Perché bullismo? Nei giorni in cui i giornali traboccano di analisi riguardo alla vittimizzazione dei professori da parte degli studenti per mezzo di azioni violente o se non altro minatorie, potrebbe apparire fuori luogo utilizzare lo stesso parametro nei confronti di docente che, stando alla sentenza di primo grado, si sarebbe avvalso del proprio ruolo per l'esatto inverso, ossia vessare gli studenti o minacciarli. Né si può presumere a priori che il suicidio comporti la dimostrazione dell'innocenza, con la stessa giurisprudenza grossolana con cui in tempi oscuri si reputava che il cedimento sotto tortura implicasse l'ammissione di colpevolezza.

 

Ma, a leggere negli archivi di cronaca, si scopre che la linea difensiva di Parillo è sempre stata quella di ascrivere le accuse al desiderio di rivalsa di un'esigua minoranza di studenti insofferenti alla sua esigenza scientifica e desiderosi di trovare una scorciatoia per disfarsene. Il sesso e tutto ciò che vi ruota attorno – sia esso sguardo o carezza o complimento – costituisce il terreno più facile su cui far scivolare qualcuno; questi atti di violenza sessuale sarebbero stati concentrati in soli due anni, a fronte di una lunga carriera immacolata, e sono stati denunciati da sei o sette studenti, rispetto al gran numero che il docente avrà visto passare. Un ulteriore grado di giudizio avrebbe magari considerato diversamente questi elementi, anche se non lo sapremo mai.

 

È certo anche che Parillo aveva tutto del bersaglio facile: i reporter locali lo raccontano scapolo, riservato, legato solo a una povera madre vedova che vive in un altro paesino delle Marche e che non possiamo nemmeno immaginare quanto stia soffrendo dall'apertura del dibattimento a oggi.
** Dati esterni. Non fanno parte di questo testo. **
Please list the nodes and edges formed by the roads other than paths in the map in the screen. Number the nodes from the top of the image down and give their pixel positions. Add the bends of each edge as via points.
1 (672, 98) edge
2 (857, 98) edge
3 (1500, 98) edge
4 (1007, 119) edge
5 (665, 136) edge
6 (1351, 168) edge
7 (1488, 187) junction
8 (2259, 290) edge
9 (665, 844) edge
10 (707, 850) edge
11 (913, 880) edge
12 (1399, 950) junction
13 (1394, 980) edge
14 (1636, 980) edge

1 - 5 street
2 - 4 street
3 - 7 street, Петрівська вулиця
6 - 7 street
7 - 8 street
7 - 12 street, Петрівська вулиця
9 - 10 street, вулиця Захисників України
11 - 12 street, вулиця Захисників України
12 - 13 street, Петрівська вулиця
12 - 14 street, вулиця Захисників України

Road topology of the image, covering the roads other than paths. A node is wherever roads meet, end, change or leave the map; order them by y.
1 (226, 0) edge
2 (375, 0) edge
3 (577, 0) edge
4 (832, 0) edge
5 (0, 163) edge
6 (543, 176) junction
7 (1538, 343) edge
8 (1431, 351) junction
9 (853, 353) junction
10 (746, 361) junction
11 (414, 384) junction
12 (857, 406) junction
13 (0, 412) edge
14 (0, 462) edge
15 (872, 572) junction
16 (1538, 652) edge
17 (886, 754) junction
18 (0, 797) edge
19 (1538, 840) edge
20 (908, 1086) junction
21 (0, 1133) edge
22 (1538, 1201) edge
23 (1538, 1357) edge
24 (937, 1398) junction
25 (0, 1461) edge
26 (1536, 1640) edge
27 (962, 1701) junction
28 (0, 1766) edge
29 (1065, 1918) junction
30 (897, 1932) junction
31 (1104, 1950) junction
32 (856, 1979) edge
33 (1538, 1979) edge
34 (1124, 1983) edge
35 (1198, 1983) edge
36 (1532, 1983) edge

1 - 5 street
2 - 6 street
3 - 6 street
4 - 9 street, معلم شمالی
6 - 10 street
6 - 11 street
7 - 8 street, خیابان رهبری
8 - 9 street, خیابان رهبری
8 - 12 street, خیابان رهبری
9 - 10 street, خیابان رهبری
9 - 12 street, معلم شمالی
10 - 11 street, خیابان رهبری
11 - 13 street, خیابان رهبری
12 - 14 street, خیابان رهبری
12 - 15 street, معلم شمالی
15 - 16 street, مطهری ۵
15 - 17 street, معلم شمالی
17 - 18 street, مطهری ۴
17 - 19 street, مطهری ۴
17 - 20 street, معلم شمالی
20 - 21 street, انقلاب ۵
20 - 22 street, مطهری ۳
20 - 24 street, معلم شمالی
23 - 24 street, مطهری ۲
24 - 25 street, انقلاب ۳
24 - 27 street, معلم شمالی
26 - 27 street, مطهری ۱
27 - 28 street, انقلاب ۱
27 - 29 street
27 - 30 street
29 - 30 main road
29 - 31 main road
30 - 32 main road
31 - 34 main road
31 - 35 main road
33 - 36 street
La sua morte non è frutto dell'ondata antimaschilista del #metoo in salsa accademica (i fatti contestati si collocano fra 2011 e 2013) quanto probabilmente dell'arresto, convertito subito in domiciliari, disposto nel 2015 dal gip di Macerata unitamente alla sospensione de iure dall'insegnamento.

 

Sarà forse qui il bullismo? Se interpretiamo il termine in maniera più estensiva, possiamo definirlo un atteggiamento di ostilità da parte della società nei confronti dei docenti; l'ormai celebre studentello che intima al prof di mettergli sei e inginocchiarsi ha in comune con questa storia l'assunto che l'autorità dell'insegnante si ponga sempre dalla parte del torto, e che fra la parola di un docente e quella di un alunno pesi più la seconda. Pare che nella sua amarissima mail Zerani lamenti come, a causa della ferocia di studenti e istituzioni, la veterinaria abbia perso “un uomo di grande valore scientifico”. Si sente l'eco del lamento sommesso di chi ritiene che, ad esempio, l'ondata di accuse sessuali a un grande cineasta possa privare il mondo di un notevole ingegno a fronte di fumosità che un domani magari verranno ritrattate o confutate. Certo, la legge uguale per tutti impone che non si consideri il diverso beneficio che un imputato può arrecare alla società; fatto sta che il valore scientifico di un docente, la sua abilità a insegnare, dovrebbe essere sancita più dalla comunità accademica che dal gip di Macerata.